[Collected data entries]
*****

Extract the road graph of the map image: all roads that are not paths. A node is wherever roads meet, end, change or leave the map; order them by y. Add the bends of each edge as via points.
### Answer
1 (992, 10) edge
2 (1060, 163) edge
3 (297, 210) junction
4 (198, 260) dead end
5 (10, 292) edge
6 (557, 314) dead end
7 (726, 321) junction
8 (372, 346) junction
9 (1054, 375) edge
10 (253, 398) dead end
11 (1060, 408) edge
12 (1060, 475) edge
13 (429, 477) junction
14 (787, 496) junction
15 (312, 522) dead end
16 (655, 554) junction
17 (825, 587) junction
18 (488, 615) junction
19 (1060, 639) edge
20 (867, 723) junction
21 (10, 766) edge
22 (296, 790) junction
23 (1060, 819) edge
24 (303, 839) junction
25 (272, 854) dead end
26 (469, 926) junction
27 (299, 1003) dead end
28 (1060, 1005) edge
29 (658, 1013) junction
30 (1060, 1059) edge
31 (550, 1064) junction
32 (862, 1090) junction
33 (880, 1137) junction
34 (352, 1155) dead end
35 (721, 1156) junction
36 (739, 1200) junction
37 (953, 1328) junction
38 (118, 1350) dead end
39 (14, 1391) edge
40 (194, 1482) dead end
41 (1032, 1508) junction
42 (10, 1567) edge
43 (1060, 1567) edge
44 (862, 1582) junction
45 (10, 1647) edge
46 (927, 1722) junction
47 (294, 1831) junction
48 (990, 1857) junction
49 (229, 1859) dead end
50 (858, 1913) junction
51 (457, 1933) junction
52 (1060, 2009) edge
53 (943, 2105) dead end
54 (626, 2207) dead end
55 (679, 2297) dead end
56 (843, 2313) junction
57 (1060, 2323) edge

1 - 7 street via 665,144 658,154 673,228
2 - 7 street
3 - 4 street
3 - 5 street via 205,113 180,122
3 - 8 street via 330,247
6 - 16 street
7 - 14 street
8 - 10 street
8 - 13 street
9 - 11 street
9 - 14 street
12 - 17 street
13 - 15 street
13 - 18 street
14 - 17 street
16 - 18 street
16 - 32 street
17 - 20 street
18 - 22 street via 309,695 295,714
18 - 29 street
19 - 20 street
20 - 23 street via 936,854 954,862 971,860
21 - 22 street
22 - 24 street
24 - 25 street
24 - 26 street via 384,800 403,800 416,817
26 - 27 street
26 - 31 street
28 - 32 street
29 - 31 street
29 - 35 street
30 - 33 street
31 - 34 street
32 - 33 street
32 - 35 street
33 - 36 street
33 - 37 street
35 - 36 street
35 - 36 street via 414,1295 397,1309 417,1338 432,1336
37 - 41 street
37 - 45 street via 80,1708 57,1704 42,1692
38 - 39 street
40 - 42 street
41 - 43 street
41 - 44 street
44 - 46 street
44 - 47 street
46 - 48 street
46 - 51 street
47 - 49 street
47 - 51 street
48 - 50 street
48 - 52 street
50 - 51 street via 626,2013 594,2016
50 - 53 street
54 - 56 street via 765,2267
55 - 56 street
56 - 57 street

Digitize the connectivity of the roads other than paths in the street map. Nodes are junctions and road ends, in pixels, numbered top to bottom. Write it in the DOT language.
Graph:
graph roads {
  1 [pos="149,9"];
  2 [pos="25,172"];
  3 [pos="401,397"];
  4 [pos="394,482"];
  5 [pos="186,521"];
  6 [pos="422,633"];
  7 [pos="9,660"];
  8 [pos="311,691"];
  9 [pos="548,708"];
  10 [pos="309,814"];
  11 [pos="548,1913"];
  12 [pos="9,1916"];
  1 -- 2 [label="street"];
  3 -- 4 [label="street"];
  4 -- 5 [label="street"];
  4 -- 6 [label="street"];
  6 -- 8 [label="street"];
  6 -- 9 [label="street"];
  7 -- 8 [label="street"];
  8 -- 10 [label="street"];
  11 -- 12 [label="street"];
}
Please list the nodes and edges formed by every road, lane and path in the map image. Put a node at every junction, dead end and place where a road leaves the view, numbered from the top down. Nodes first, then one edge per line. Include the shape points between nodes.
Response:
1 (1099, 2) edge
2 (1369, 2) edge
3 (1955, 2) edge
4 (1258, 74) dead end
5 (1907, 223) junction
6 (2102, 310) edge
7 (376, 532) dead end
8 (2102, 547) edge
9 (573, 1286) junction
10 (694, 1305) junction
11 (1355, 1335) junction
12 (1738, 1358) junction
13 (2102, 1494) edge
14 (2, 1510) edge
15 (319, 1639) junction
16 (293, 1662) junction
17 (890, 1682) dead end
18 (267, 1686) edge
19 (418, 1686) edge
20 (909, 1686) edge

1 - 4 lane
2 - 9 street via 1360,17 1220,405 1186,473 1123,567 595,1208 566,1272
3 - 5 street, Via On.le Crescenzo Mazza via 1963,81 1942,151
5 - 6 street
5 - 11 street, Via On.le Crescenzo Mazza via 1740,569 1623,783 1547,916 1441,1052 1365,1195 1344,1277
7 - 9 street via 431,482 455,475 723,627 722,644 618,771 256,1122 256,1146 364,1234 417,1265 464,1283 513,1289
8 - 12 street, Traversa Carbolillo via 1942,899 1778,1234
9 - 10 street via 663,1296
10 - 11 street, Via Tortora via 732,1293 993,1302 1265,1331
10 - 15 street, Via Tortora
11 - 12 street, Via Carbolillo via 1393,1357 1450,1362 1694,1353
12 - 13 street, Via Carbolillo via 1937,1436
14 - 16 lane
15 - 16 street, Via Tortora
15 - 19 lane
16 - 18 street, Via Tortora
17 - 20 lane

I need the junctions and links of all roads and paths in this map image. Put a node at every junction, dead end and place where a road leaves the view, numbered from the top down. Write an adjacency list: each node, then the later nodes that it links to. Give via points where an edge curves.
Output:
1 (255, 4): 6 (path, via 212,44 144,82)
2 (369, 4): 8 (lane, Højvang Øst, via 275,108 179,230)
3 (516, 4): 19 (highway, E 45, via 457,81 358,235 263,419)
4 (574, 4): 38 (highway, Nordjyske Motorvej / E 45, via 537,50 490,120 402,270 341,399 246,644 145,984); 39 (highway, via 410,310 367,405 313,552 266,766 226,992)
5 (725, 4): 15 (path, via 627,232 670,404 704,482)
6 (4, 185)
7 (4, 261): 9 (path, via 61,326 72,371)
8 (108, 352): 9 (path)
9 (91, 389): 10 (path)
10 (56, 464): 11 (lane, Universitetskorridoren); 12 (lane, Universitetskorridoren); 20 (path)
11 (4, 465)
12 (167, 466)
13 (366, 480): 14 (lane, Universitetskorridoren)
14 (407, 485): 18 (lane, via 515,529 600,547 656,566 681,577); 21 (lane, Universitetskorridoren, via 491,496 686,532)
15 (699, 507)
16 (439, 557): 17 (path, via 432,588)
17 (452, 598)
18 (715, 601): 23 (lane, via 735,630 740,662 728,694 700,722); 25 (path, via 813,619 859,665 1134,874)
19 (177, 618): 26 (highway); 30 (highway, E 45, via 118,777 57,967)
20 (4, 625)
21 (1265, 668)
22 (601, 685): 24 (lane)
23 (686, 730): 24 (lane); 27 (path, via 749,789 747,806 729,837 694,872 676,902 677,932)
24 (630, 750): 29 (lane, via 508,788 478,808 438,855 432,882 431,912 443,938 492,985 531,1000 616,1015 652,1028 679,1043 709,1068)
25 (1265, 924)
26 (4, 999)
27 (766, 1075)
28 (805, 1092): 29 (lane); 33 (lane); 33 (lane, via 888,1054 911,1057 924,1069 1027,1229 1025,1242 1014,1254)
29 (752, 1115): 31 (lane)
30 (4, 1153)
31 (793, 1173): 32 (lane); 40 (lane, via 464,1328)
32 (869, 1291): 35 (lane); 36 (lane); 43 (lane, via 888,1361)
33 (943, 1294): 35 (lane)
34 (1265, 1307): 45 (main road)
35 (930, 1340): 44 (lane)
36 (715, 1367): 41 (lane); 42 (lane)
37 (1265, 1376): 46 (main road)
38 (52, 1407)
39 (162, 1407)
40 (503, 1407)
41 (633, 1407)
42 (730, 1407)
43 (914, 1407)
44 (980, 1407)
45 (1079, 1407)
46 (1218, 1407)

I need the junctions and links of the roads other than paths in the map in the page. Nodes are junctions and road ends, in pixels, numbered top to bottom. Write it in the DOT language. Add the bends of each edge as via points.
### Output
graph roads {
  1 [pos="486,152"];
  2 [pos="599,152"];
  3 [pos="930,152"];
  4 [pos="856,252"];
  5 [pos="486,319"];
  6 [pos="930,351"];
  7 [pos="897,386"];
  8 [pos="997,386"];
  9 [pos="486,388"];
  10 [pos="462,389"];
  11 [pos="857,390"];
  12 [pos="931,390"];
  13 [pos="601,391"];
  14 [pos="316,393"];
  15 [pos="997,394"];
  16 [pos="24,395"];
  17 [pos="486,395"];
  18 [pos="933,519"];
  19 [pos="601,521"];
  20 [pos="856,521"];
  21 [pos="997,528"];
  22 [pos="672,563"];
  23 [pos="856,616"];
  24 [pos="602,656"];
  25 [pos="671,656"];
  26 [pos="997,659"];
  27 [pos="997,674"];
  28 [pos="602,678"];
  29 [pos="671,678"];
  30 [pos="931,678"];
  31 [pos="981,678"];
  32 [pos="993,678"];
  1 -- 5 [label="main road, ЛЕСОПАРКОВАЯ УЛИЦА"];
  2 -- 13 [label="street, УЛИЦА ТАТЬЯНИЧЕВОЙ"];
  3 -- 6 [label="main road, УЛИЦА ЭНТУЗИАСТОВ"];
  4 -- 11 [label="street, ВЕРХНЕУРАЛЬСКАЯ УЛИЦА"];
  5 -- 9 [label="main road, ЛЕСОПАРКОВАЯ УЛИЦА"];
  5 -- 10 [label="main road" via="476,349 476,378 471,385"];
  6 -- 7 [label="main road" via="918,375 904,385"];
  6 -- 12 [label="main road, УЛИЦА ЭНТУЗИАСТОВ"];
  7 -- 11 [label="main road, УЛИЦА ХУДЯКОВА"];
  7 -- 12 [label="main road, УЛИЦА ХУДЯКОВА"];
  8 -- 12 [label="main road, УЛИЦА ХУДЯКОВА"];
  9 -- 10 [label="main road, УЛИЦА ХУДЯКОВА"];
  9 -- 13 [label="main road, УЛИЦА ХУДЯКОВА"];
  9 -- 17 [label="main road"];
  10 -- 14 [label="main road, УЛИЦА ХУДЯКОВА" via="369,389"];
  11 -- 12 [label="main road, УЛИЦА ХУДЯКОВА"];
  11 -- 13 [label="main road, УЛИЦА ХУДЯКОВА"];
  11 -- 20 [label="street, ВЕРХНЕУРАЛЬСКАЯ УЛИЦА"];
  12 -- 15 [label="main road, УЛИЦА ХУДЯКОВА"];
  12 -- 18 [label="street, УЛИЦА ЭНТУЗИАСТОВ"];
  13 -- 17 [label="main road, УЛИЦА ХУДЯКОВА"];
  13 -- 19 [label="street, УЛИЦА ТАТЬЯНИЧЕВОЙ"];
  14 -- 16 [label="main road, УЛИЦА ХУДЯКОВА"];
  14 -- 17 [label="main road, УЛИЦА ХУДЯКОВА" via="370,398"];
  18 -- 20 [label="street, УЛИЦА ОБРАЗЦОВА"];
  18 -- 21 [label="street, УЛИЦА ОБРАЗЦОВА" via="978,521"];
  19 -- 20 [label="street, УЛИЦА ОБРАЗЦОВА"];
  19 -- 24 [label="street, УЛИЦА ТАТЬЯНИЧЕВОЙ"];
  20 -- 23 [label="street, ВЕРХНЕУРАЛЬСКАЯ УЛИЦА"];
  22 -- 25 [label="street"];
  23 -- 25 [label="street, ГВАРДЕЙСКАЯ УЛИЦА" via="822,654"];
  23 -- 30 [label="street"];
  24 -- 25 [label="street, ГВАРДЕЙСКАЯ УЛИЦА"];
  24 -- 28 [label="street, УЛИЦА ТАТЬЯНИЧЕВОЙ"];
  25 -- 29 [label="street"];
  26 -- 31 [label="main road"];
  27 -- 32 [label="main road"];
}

*****

All lines in the preceding records that hold the word "ЛЕСОПАРКОВАЯ" need to be copied.

Exercise output:
  1 -- 5 [label="main road, ЛЕСОПАРКОВАЯ УЛИЦА"];
  5 -- 9 [label="main road, ЛЕСОПАРКОВАЯ УЛИЦА"];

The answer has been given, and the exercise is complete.